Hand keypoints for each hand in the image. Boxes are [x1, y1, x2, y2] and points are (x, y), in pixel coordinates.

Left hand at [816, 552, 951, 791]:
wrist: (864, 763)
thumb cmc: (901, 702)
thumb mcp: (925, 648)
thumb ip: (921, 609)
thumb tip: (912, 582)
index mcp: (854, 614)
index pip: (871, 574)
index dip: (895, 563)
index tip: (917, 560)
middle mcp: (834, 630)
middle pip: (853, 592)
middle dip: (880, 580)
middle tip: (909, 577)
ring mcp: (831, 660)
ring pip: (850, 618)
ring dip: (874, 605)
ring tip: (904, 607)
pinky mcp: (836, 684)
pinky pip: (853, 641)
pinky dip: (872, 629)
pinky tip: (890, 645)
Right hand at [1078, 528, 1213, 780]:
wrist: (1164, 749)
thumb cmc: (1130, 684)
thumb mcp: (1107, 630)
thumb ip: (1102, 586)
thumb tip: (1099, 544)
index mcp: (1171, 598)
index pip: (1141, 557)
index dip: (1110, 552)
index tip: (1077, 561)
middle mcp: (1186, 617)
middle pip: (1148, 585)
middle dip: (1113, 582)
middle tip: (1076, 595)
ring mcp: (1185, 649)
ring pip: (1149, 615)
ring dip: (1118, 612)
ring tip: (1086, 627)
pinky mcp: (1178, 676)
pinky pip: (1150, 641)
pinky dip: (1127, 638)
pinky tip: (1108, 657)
......
- [EXERCISE INSTRUCTIONS] Starting with the first entry and ending with the last, give all of them again unchanged.

- [TASK ANSWER]
Hand keypoints for each hand in the image. Boxes are [x1, y1, x2, y2] and points are (x, y), in pixel coordinates.

Left hand at [816, 552, 951, 791]:
wrist: (864, 763)
thumb cmc: (901, 702)
thumb mcp: (925, 648)
thumb ip: (921, 609)
thumb tip: (912, 582)
index mcp: (854, 614)
index pip: (871, 574)
index dip: (895, 563)
index tip: (917, 560)
middle mcp: (834, 630)
middle pip: (853, 592)
middle dip: (880, 580)
middle tip: (909, 577)
ring mcp: (831, 660)
ring pip: (850, 618)
ring dip: (874, 605)
ring tip: (904, 607)
pinky mcp: (836, 684)
pinky pip: (853, 641)
pinky dip: (872, 629)
pinky tip: (890, 645)
Right hand at [1078, 528, 1213, 780]:
wrist: (1164, 749)
thumb cmc: (1130, 684)
thumb mcp: (1107, 630)
thumb ip: (1102, 586)
thumb tip: (1099, 544)
index mcp: (1171, 598)
index pip: (1141, 557)
index dip: (1110, 552)
index tip: (1077, 561)
middle mcp: (1186, 617)
middle pip: (1148, 585)
middle dip: (1113, 582)
middle tip: (1076, 595)
ring mcp: (1185, 649)
ring pip: (1149, 615)
ring dip: (1118, 612)
ring tip: (1086, 627)
pinky mcp: (1178, 676)
pinky pip: (1150, 641)
pinky dip: (1127, 638)
pinky tip: (1108, 657)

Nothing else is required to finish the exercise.